- **Assigned task**
From the listing below, extract every line containing "function".

- **Data supplied**
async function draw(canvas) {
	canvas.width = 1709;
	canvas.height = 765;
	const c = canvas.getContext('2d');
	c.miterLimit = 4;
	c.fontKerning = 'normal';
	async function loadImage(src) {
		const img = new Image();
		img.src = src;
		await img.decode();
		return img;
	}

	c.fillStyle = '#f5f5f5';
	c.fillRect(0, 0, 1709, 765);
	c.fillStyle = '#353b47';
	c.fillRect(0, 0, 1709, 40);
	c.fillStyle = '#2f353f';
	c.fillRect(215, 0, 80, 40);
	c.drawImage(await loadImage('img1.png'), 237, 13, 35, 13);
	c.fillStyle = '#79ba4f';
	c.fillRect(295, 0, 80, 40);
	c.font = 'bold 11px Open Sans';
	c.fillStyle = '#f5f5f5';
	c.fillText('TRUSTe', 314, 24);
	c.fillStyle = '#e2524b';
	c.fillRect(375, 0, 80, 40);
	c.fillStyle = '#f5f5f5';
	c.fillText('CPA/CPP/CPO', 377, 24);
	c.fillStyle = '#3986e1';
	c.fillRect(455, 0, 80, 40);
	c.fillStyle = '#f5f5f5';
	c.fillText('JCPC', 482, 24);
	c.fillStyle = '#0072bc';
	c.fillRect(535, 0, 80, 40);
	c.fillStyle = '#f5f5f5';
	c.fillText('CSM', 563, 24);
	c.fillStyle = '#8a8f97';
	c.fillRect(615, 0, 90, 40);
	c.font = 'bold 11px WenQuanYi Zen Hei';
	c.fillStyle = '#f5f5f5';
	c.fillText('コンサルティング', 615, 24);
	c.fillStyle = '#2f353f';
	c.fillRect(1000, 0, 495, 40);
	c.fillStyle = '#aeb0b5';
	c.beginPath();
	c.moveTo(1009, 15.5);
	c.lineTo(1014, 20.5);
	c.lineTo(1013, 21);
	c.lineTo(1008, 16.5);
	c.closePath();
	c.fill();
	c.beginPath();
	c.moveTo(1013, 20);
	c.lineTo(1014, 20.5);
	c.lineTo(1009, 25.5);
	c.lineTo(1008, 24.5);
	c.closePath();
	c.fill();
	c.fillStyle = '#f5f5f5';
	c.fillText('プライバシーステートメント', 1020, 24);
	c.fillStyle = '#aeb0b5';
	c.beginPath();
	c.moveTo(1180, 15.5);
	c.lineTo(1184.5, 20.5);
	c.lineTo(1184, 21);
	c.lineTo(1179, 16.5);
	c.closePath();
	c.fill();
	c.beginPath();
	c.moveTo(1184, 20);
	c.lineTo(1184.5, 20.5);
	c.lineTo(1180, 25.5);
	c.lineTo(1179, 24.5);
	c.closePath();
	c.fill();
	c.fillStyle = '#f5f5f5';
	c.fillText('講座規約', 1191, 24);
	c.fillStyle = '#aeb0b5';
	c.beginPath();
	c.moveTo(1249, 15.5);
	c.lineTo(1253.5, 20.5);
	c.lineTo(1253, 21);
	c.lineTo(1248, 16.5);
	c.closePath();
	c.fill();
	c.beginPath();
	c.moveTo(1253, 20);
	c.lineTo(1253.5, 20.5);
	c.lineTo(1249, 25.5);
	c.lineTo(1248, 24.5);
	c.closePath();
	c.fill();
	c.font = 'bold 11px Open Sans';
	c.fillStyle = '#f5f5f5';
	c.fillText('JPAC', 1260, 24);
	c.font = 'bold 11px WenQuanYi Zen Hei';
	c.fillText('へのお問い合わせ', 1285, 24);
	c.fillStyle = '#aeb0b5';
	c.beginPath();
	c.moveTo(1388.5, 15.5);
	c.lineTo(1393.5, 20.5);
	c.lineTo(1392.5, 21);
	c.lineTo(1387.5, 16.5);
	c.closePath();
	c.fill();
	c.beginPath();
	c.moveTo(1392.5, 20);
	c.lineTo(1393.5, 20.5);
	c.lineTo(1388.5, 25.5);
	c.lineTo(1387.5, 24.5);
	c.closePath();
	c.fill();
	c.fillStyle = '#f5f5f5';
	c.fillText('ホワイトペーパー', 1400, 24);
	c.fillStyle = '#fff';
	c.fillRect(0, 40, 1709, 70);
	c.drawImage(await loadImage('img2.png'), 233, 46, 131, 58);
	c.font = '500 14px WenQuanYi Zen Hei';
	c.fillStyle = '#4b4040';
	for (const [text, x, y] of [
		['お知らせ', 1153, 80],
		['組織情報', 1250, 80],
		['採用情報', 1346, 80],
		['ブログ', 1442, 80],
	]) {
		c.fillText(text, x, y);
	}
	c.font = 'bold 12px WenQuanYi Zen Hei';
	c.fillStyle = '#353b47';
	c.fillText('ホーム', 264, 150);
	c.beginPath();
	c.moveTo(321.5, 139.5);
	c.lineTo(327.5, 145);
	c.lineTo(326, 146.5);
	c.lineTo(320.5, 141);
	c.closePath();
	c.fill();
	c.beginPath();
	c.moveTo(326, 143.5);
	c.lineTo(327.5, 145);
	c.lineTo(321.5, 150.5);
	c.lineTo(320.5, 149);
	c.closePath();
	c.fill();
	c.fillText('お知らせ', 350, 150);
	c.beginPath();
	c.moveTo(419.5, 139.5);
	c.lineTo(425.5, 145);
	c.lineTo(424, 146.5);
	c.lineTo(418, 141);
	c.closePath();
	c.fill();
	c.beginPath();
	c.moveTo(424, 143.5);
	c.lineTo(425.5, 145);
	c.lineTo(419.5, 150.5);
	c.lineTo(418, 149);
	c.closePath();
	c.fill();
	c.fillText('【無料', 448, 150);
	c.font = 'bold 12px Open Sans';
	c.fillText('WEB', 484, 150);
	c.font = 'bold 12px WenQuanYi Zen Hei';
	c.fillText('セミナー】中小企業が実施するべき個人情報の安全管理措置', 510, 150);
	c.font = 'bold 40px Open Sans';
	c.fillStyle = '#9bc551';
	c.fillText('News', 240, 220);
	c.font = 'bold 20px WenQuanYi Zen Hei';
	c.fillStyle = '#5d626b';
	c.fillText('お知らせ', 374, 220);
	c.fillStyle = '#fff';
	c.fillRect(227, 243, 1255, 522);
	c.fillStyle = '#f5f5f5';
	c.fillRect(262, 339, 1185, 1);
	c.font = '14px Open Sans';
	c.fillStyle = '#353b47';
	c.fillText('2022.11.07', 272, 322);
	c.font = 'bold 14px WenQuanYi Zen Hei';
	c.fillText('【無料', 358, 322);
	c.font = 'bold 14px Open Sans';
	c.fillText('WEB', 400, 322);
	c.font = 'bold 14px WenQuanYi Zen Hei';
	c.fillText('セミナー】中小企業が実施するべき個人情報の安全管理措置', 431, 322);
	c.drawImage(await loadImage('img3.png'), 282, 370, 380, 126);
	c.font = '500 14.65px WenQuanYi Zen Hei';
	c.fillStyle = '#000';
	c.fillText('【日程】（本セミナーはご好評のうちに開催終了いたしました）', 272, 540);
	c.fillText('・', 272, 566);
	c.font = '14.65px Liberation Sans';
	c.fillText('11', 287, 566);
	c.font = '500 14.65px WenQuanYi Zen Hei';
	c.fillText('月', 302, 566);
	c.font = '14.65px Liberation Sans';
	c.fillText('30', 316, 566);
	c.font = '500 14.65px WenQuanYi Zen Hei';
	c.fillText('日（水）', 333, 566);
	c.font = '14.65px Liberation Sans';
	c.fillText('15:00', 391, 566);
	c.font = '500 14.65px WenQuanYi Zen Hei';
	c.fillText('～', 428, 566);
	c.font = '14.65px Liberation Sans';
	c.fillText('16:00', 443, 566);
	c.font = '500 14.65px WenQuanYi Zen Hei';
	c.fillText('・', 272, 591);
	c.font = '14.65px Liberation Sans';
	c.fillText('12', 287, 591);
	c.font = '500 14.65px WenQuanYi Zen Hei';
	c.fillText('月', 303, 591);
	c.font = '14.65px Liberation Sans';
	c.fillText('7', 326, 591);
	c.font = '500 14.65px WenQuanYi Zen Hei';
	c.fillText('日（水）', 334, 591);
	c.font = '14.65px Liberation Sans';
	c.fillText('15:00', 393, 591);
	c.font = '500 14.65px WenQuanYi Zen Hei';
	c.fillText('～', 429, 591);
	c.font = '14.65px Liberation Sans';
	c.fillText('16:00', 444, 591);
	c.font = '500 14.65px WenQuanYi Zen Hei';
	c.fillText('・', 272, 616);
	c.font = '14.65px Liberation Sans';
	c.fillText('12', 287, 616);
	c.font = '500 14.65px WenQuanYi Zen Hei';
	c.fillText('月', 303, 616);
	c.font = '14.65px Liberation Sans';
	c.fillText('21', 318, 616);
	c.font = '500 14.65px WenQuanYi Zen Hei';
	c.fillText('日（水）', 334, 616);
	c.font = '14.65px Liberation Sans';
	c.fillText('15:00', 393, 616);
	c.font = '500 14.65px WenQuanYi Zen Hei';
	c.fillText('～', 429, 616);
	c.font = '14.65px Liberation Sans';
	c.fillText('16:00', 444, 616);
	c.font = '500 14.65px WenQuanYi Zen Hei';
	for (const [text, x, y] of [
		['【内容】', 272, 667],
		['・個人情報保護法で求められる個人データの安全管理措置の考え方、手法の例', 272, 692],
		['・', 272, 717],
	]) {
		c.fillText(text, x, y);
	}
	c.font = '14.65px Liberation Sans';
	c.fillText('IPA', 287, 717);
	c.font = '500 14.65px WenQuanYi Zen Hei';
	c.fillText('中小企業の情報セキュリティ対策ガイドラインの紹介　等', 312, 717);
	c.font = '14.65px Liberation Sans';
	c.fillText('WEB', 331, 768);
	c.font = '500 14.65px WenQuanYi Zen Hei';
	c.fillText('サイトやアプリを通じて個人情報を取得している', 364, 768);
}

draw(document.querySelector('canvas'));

- **Worked solution**
async function draw(canvas) {
	async function loadImage(src) {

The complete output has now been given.